Thursday, June 3, 2010

More about me, less about running

The purpose of this blog is to focus on my toils to balance my life while keeping running in the picture. Today I'm going to diverge a bit because something has been bothering me. Without going into too much detail, I'm having trouble staying close to a few of my family members. By no means is this an admission of guilt. In fact, this is my record stating I'm trying to stay close and not lose important people. But I have recognized something interesting.

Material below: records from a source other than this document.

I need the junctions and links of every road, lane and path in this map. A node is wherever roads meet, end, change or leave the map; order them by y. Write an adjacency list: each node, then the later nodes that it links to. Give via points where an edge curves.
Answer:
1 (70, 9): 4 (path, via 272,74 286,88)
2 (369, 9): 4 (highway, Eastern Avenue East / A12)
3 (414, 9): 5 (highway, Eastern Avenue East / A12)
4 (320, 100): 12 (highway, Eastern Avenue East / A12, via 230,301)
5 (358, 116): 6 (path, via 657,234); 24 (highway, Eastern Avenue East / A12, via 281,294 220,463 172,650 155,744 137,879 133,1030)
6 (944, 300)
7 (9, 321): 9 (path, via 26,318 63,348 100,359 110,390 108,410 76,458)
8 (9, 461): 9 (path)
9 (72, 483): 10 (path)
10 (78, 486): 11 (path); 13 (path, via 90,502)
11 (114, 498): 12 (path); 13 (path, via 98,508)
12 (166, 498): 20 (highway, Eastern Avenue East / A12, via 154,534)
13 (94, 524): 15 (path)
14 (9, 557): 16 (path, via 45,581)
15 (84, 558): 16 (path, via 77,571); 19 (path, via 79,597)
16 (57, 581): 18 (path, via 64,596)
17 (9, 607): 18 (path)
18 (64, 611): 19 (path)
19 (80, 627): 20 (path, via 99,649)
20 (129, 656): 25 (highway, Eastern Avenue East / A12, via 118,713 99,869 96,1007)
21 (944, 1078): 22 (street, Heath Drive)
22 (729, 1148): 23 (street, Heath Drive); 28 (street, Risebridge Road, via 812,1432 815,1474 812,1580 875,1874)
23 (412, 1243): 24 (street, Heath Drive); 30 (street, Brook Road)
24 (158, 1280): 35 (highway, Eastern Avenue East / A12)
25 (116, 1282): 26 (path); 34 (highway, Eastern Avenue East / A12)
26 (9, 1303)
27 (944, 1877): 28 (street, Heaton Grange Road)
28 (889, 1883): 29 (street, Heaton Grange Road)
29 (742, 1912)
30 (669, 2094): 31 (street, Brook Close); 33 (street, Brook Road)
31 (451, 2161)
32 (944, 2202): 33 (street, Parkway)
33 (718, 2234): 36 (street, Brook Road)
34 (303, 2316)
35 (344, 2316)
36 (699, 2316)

Since my relationship with these relatives is out of whack, I find that I've been trying to become closer to other friends and colleagues. Perhaps it's an attention thing, but I'm reaching out to friends I haven't spoken to in a while. I'm calling relatives that I normally wouldn't have a phone conversation with. I'm trying to be more social at work and not distance myself as much from the "chatty Kathy's". Perhaps it's because I'm a hormonal wreck from the pregnancy and I have this constant desire to be needed. Or maybe I'm just trying to fill the hole that others are leaving behind.
Whatever the reason, I don't dislike this behavior. I find that I'm being nicer to everyone around me. And for the first time I'm trying to be more inclusive. I'm not keeping secrets from everyone, and I'm letting the world in. I can only hope that this is just a transition time and people who are being distant will come around. But if they don't I will have made stronger connections to others in the meantime.